Collected data
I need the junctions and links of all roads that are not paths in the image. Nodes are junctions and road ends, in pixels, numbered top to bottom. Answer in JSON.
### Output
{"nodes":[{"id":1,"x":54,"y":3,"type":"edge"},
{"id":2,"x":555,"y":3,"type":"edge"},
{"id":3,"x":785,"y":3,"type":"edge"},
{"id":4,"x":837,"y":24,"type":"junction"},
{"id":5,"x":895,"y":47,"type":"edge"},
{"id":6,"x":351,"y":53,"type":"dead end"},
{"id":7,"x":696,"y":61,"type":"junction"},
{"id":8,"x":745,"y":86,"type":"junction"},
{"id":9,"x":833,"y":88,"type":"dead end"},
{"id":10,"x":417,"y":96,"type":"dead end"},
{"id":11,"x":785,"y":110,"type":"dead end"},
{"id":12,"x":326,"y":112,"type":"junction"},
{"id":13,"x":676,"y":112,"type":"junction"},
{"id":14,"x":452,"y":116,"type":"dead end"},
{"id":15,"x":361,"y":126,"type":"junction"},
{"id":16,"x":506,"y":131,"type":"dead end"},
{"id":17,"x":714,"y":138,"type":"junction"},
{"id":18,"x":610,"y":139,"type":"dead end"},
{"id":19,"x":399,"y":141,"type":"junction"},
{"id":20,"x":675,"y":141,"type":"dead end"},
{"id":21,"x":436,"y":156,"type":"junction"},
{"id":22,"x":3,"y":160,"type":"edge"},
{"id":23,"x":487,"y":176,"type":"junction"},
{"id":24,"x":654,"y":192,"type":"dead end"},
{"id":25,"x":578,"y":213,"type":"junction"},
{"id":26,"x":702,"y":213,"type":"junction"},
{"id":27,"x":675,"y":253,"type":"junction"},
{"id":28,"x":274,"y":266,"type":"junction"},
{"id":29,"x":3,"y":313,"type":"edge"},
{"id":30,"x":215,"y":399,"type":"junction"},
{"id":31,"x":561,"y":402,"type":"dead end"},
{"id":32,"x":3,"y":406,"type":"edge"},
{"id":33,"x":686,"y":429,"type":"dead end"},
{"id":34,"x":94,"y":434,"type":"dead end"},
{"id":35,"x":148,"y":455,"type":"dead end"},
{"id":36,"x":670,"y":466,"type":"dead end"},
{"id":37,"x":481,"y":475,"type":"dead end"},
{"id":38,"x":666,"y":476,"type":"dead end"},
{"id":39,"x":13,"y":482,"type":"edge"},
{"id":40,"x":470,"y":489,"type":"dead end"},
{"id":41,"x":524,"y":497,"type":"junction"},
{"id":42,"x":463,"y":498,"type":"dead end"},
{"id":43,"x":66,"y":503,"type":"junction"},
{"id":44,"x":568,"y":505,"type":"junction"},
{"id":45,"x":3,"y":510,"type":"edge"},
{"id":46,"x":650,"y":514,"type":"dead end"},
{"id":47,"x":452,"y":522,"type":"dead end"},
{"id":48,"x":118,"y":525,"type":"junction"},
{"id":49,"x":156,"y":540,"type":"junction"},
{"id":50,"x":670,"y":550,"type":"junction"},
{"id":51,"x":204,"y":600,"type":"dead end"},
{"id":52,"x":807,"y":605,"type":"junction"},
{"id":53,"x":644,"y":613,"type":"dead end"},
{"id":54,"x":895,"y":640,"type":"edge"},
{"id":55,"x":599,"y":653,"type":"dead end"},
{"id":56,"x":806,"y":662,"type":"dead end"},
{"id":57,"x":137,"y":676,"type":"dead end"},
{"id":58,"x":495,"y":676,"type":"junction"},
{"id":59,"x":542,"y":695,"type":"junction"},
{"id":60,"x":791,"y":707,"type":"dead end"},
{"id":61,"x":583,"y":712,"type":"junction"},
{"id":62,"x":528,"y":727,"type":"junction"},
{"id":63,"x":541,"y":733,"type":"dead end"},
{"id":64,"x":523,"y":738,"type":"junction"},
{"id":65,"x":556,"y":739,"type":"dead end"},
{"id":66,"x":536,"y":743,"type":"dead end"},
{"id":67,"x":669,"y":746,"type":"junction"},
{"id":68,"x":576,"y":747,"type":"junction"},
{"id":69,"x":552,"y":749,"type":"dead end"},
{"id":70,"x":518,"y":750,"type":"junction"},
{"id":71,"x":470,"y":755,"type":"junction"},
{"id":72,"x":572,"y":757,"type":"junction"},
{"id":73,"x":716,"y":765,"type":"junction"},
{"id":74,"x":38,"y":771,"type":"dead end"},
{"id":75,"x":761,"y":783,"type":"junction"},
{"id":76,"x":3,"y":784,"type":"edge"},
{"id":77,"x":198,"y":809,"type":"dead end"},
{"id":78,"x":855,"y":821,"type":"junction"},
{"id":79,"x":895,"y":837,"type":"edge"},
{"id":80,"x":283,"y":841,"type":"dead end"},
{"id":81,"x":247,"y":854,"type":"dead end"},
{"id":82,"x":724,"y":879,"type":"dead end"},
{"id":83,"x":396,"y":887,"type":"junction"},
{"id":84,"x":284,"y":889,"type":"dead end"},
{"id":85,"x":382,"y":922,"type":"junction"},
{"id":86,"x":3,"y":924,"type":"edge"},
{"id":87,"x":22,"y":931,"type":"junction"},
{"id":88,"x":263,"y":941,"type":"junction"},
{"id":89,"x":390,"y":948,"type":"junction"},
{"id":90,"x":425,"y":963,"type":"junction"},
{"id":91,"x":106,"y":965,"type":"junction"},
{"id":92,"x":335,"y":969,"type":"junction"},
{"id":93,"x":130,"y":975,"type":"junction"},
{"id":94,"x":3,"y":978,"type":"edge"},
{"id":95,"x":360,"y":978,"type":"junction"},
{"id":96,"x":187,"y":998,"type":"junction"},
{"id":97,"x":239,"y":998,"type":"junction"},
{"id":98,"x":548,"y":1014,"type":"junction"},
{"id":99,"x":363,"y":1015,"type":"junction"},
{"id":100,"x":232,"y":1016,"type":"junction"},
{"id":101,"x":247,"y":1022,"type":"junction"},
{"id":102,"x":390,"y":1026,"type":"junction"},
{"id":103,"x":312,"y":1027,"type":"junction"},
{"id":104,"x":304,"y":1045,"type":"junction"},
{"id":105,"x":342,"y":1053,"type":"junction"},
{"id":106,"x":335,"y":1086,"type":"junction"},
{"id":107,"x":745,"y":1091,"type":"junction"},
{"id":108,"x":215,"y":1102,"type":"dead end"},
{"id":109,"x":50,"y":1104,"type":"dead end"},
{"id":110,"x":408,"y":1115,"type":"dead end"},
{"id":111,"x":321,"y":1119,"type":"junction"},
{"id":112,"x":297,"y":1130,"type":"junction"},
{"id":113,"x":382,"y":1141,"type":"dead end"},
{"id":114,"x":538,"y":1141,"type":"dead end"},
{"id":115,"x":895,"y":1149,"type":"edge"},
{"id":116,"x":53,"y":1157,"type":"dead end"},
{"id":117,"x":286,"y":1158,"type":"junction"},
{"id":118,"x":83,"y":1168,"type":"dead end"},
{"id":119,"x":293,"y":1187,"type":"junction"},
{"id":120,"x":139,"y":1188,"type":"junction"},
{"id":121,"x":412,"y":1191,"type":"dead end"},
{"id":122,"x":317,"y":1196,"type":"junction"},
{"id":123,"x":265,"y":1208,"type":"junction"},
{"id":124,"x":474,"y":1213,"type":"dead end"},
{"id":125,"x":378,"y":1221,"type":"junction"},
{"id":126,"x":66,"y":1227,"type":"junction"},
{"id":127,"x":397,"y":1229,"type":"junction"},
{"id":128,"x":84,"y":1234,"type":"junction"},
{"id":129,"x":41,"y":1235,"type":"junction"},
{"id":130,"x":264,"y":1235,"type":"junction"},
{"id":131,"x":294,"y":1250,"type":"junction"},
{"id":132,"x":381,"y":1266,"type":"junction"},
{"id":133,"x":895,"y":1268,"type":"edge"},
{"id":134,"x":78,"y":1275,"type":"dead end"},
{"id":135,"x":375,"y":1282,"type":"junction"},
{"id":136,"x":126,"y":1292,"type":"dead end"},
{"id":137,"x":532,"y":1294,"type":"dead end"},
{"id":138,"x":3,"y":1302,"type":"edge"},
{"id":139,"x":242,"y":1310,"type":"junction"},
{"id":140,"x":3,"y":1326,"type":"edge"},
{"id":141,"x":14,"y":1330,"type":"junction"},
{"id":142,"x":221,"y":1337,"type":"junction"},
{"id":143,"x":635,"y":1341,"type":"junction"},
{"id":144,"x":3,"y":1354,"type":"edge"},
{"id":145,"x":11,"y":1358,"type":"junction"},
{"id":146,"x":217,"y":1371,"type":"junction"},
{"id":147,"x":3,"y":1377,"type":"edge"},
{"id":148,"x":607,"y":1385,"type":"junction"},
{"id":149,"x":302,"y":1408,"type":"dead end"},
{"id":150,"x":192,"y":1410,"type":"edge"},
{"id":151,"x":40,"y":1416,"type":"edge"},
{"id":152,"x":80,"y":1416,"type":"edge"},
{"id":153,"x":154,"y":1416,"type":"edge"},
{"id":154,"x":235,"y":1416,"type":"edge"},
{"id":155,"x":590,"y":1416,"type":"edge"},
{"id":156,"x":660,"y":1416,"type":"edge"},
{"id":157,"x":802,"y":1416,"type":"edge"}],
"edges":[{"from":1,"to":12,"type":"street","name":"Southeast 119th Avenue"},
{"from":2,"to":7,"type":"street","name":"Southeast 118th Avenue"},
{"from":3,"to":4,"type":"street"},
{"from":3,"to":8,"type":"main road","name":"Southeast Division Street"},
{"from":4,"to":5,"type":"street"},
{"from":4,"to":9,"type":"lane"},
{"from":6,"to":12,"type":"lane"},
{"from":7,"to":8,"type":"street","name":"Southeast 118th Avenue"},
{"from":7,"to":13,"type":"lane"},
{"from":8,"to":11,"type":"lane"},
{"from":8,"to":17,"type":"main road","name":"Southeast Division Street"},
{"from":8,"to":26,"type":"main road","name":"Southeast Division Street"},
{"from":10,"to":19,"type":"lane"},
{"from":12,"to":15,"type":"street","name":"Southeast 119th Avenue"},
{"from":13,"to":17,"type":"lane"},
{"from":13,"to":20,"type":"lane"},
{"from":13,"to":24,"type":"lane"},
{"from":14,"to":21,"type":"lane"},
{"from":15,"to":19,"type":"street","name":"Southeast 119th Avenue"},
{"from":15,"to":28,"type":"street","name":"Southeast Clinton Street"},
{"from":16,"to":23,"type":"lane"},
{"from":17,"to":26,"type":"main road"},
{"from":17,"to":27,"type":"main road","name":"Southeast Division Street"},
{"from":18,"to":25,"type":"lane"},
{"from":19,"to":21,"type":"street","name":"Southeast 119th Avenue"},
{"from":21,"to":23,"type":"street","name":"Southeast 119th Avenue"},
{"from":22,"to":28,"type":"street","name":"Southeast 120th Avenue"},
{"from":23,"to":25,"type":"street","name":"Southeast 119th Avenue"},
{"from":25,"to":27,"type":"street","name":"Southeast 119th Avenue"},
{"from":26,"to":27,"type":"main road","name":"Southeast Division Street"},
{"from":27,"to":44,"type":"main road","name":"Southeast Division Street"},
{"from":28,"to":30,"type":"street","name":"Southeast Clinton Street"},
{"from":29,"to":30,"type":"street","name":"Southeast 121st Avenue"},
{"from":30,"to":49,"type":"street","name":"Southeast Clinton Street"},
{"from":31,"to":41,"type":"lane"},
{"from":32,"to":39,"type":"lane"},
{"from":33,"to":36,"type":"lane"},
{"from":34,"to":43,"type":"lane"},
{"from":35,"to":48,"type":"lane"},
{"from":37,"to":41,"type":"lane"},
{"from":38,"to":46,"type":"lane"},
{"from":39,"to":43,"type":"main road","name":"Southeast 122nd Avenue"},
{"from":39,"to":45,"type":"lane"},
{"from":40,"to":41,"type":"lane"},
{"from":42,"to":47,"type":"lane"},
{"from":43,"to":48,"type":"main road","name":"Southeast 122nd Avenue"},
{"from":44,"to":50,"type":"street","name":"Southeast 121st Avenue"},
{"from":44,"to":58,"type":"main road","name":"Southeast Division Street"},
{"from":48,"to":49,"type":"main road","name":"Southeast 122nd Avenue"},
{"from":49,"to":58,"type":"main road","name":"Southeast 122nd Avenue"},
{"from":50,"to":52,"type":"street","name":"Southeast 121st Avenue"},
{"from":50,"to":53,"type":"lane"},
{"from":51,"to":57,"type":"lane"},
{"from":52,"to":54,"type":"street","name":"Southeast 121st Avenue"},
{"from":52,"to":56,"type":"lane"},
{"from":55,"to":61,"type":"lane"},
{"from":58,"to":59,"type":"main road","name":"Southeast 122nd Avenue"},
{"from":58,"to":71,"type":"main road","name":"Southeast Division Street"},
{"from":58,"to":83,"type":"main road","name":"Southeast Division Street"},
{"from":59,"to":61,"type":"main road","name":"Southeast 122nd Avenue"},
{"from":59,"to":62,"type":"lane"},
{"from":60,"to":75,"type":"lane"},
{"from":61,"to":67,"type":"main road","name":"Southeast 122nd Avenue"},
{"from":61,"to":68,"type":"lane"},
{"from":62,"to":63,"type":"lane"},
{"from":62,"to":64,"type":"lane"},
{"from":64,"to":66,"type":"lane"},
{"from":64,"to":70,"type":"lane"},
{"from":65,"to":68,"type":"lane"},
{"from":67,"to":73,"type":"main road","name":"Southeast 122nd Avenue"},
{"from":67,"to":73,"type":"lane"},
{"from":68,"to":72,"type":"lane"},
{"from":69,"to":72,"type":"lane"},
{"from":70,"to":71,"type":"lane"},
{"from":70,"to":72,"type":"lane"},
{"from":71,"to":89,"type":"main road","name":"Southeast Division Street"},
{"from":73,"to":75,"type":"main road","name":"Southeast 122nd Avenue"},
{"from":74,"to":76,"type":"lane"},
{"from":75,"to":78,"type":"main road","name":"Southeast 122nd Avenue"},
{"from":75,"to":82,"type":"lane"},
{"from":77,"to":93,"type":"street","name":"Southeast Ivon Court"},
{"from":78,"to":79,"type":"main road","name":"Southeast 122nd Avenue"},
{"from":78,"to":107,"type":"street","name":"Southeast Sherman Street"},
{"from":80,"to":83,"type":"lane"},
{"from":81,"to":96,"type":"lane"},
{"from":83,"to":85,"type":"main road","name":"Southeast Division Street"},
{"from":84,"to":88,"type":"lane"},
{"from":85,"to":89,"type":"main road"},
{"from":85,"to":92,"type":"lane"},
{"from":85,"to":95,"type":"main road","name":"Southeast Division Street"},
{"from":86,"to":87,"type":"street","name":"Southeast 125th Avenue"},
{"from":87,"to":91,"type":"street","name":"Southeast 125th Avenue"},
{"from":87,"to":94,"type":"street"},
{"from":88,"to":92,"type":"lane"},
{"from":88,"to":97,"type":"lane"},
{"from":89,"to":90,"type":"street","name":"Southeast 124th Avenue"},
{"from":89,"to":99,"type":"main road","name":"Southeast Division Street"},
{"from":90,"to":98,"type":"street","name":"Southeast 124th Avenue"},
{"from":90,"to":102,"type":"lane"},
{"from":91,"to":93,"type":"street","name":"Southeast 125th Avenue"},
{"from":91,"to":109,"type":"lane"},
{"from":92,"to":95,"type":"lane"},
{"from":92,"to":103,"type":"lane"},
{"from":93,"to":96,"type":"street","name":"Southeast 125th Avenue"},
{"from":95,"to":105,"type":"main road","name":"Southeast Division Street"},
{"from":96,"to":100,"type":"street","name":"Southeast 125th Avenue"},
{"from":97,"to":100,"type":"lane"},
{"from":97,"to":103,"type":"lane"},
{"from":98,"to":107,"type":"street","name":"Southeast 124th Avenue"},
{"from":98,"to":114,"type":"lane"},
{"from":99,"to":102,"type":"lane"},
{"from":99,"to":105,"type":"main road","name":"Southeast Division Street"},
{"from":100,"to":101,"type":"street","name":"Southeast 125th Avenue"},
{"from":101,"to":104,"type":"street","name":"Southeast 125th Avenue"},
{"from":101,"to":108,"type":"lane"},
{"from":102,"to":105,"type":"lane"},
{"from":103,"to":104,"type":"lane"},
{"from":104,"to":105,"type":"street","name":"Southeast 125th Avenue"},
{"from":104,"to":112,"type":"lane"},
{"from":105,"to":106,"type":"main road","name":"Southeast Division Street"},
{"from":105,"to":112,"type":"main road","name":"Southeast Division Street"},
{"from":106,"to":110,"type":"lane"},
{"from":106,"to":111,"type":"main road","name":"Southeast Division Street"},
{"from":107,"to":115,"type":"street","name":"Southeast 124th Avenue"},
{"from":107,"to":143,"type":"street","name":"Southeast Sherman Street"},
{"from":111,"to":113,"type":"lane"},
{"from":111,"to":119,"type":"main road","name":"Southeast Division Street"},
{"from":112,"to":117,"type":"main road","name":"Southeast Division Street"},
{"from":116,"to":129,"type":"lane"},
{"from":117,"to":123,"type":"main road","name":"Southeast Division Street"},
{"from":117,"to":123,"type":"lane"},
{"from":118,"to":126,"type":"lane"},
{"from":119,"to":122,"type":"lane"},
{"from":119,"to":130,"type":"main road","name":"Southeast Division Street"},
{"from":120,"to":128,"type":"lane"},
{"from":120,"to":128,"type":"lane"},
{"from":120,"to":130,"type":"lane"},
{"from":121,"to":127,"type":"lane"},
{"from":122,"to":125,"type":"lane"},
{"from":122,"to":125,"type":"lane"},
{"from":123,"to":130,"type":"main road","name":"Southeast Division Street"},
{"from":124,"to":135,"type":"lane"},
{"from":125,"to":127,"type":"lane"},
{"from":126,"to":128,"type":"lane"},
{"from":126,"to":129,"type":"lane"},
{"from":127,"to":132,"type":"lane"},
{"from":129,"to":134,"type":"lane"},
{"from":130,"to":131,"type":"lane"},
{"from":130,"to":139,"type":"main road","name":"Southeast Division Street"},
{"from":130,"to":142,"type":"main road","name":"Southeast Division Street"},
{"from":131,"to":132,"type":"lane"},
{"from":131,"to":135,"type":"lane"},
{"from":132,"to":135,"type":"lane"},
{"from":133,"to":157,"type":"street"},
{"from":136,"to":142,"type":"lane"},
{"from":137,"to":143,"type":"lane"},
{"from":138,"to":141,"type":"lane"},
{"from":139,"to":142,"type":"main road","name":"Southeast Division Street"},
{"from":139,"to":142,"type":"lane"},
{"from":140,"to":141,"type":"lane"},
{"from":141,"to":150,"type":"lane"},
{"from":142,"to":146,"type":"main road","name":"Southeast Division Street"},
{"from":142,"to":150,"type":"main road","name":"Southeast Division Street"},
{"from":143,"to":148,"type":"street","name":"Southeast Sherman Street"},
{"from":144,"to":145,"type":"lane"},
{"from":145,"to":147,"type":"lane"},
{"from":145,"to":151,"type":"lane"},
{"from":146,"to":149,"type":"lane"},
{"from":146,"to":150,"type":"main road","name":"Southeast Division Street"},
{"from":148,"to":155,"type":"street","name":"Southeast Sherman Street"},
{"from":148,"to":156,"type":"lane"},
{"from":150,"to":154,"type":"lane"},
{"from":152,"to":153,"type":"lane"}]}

▸ GOAL OF THE EXERCISE
Tally up the lines of the data above where the string "Clinton" appears, and give only the count.

▸ ANSWER TO THE EXERCISE
3